Spark: Support writing shredded variant in Iceberg-Spark#14297
Spark: Support writing shredded variant in Iceberg-Spark#14297aihuaxu wants to merge 32 commits intoapache:mainfrom
Conversation
16b7a09 to
dc4f72e
Compare
97851f0 to
b87e999
Compare
|
@amogh-jahagirdar @Fokko @huaxingao Can you help take a look at this PR and if we have better approach for this? |
|
cc @RussellSpitzer, @pvary and @rdblue Seems it's better to have the implementation with new File Format proposal but want to check if this is acceptable approach as an interim solution or you see a better alternative. |
|
@aihuaxu: Don't we want to do the same but instead of wrapping the Would this be prohibitively complex? |
|
In Spark DSv2, planning/validation happens on the driver. For shredded variant, we don’t know the shredded schema at planning time. We have to inspect some records to derive it. Doing a read on the driver during Because of that, the current proposed Spark approach is: put the logical variant in the writer factory, on the executor, buffer the first N rows, infer the shredded schema from data, then initialize the concrete writer and flush the buffer. I believe this PR follow the same approach, which seems like a practical solution to me given DSV2's constraints. |
|
Thanks for the explanation, @huaxingao! I see several possible workarounds for the DataWriterFactory serialization issue, but I have some more fundamental concerns about the overall approach. Even if we accept that the written data should dictate the shredding logic, Spark’s implementation—while dependent on input order—is at least somewhat stable. It drops rarely used fields, handles inconsistent types, and limits the number of columns. |
|
Thanks @huaxingao and @pvary for reviewing, and thanks to Huaxin for explaining how the writer works in Spark. Regarding the concern about unstable schemas, Spark's approach makes sense:
We could implement similar heuristics. Additionally, making the shredded schema configurable would allow users to choose which fields to shred at write time based on their read patterns. For this POC, I'd like any feedback on whether there are any significant high-level design options to consider first and if this approach is acceptable. This seems hacky. I may have missed big picture on how the writers work across Spark + Iceberg + Parquet and we may have better way. |
|
This pull request has been marked as stale due to 30 days of inactivity. It will be closed in 1 week if no further activity occurs. If you think that’s incorrect or this pull request requires a review, please simply write any comment. If closed, you can revive the PR at any time and @mention a reviewer or discuss it on the dev@iceberg.apache.org list. Thank you for your contributions. |
|
This PR caught my eye, as I've implemented the equivalent in DuckDB: duckdb/duckdb#19336 The PR description doesn't give much away, but I think the approach is similar to the proposed (interim) solution here: buffer the first rowgroup, infer the shredded schema from this, then finalize the file schema and start writing data. We've opted to create a We've also added a copy option to force the shredded schema, for debugging purposes and for power users. As for DECIMAL, it's kind of a special case in the shredding inference. We only shred on a DECIMAL type if all the decimal values we've seen for a column/field have the same width+scale, if any decimal value differs, DECIMAL won't be considered anymore when determining the shredded type of the column/field |
|
This PR is super exciting! Regarding the heuristics - I'd like to propose adding table properties as hints for variant shredding. |
That is correct.
I'm still trying to improve the heuristics to use the most common one as shredding type rather than the first one and probably cap the number of shredded fields, etc. but it doesn't need 100% consistent type to be shredded.
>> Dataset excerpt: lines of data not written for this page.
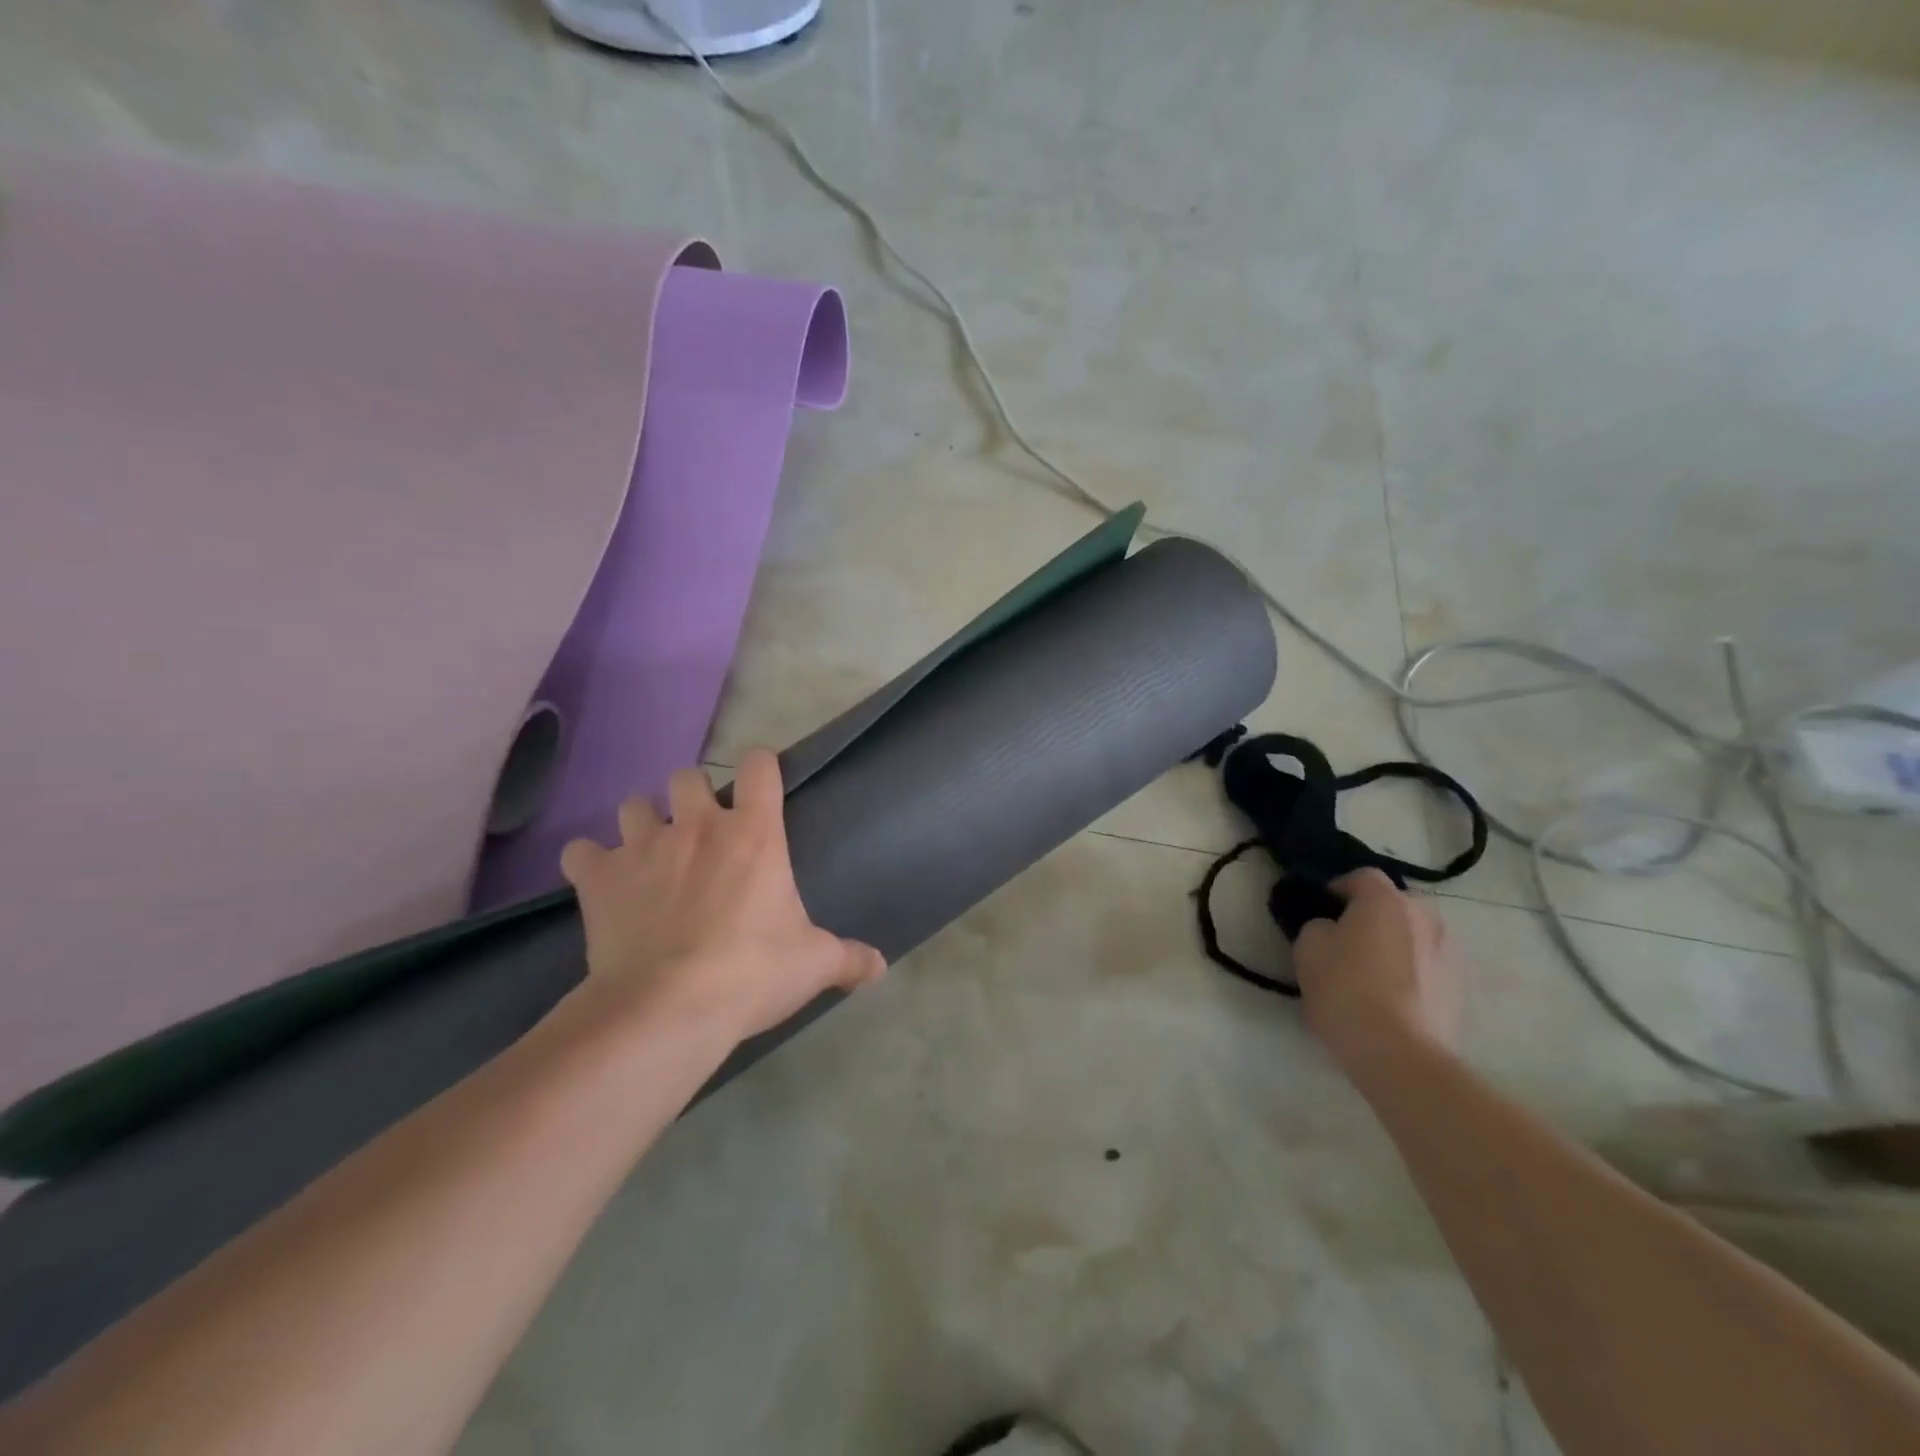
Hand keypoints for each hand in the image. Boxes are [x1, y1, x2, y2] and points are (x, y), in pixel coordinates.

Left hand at [559, 748, 885, 1043]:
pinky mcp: (599, 877)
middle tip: (699, 832)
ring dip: (641, 822)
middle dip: (691, 796)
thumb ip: (848, 958)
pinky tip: (600, 882)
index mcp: (753, 833)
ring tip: (649, 853)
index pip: (760, 766)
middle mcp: (697, 826)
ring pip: (632, 804)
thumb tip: (880, 967)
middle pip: (687, 775)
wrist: (668, 1007)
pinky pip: (580, 852)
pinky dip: (590, 863)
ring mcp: (643, 846)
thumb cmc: (752, 972)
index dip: (761, 767)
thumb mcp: (812, 965)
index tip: (762, 786)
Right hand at [1293, 869, 1463, 1064]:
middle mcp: (1426, 917)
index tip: (1323, 907)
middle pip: (1396, 904)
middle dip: (1374, 915)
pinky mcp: (1462, 988)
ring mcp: (1451, 953)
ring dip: (1398, 943)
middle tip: (1350, 938)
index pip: (1362, 876)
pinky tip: (1395, 997)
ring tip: (1375, 971)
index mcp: (1386, 901)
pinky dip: (1414, 971)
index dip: (1339, 887)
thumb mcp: (1308, 949)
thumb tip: (1333, 929)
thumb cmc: (1346, 990)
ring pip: (1417, 935)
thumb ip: (1320, 926)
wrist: (1400, 1054)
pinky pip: (1431, 966)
Yeah. I think that makes sense for advanced user to determine the shredded schema since they may know the read pattern.
Why is DECIMAL special here? If we determine DECIMAL4 to be shredded type, then we may shred as DECIMAL4 or not shred if they cannot fit in DECIMAL4, right? |
Yeah. I'm also thinking of that too. Will address that separately. Basically based on read pattern, the user can specify the shredding schema. |
gkpanda4
left a comment
There was a problem hiding this comment.
When processing JSON objects containing null field values (e.g., {"field": null}), the variant shredding creates schema columns for these null fields instead of omitting them entirely. This would cause schema bloat.
Adding a null check in ParquetVariantUtil.java:386 in the object() method should fix it.
2e81d79 to
7e1b608
Compare
I addressed this null value check in VariantShreddingAnalyzer.java instead. If it's NULL, then we will not add the shredded field. |
7c805f6 to
67dbe97
Compare
Co-authored-by: Neelesh Salian <n_salian@apple.com> Co-authored-by: Aihua Xu <aihuaxu@gmail.com>
|
I’m fine with the core and Parquet changes. For the actual VariantShredding and Spark parts, I’d prefer to defer to others who have more experience with that area of the code. |
| * <p>Determinism contract: for a given set of variant values (regardless of row arrival order), | ||
| * this analyzer produces the same shredded schema. |
There was a problem hiding this comment.
Nit: the determinism of the schredd schema does not hold when field caps/pruning apply (>MAX_INTERMEDIATE_FIELDS), right? Tight the javadoc
| entry -> { | ||
| FieldInfo info = entry.getValue().info; | ||
| return info != null | ||
| && ((double) info.observationCount / totalRows) < MIN_FIELD_FREQUENCY; |
There was a problem hiding this comment.
Nit: under lists, observationCount is per element visit, not per row. With pruning using the root row count as the denominator, a few long lists can be enough to keep a nested field from being pruned even if the list key appears in few rows. Can you document this explicitly?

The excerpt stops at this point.